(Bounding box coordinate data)
BEGIN
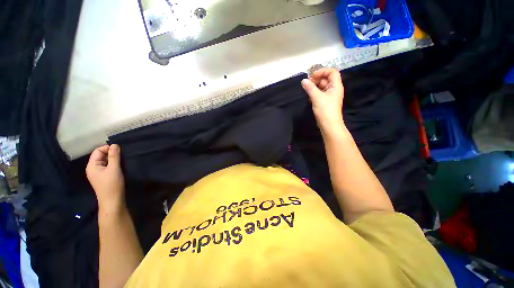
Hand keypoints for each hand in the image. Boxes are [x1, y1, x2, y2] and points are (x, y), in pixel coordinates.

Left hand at [86, 144, 125, 214]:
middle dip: (111, 153)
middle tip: (122, 155)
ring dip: (113, 159)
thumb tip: (115, 145)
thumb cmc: (112, 184)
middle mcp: (93, 168)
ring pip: (105, 161)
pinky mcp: (104, 176)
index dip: (107, 148)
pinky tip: (120, 166)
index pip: (97, 151)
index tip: (119, 151)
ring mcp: (98, 173)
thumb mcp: (114, 168)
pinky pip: (107, 166)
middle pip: (101, 155)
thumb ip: (114, 156)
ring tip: (122, 160)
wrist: (112, 200)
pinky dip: (113, 164)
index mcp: (92, 165)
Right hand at [301, 68, 344, 130]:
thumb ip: (310, 88)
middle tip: (307, 83)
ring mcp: (329, 96)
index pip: (332, 72)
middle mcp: (334, 89)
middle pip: (326, 78)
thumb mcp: (317, 97)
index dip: (322, 71)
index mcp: (336, 85)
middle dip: (316, 79)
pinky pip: (319, 93)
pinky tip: (308, 96)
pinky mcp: (325, 101)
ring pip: (322, 86)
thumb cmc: (325, 110)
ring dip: (314, 86)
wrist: (329, 125)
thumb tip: (303, 80)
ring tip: (306, 89)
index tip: (312, 76)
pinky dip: (314, 92)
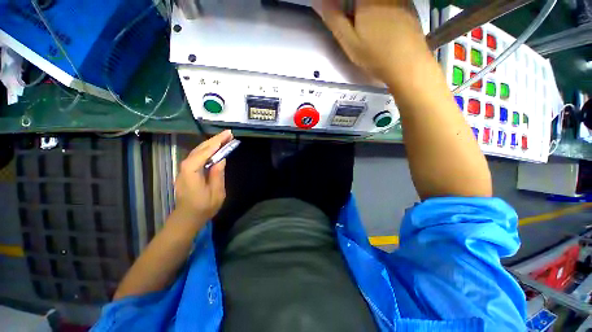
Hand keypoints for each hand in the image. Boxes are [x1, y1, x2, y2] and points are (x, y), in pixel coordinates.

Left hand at [174, 130, 232, 221]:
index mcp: (191, 174)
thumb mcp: (216, 193)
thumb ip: (217, 175)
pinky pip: (197, 156)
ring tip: (224, 138)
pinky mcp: (188, 171)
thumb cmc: (204, 208)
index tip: (226, 136)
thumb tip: (221, 158)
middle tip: (228, 134)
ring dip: (211, 143)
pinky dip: (207, 150)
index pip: (202, 154)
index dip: (215, 144)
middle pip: (199, 149)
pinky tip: (215, 148)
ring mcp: (185, 169)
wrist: (187, 218)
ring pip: (197, 151)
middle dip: (214, 140)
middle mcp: (185, 168)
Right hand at [314, 0, 425, 82]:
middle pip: (361, 1)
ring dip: (366, 10)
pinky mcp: (408, 4)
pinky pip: (390, 2)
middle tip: (352, 22)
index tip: (343, 17)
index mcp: (367, 0)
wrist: (407, 64)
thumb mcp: (349, 42)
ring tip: (362, 24)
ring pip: (377, 2)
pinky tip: (381, 25)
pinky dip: (381, 9)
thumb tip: (321, 2)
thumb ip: (335, 20)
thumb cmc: (375, 55)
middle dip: (354, 8)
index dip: (342, 5)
END
=== The problem ===
Copy word for word the span of the records above that begins at the line with "thumb cmc: (325, 110)" and ends at the line with "thumb cmc: (204, 208)", including those two lines but not the pictures.

=== Answer space ===
thumb cmc: (325, 110)
ring dip: (314, 86)
wrist: (329, 125)
thumb tip: (303, 80)
ring tip: (306, 89)
index tip: (312, 76)
pinky dip: (314, 92)
Hand keypoints for each hand in the image. Boxes are [x1, y1, x2, y2] and points are (x, y), in pixel coordinates.

Left hand at [174, 130, 232, 221]:
index mcp: (191, 174)
thumb mcp: (216, 193)
thumb ip: (217, 175)
pinky pip: (197, 156)
ring tip: (224, 138)
pinky mcp: (188, 171)
thumb cmc: (204, 208)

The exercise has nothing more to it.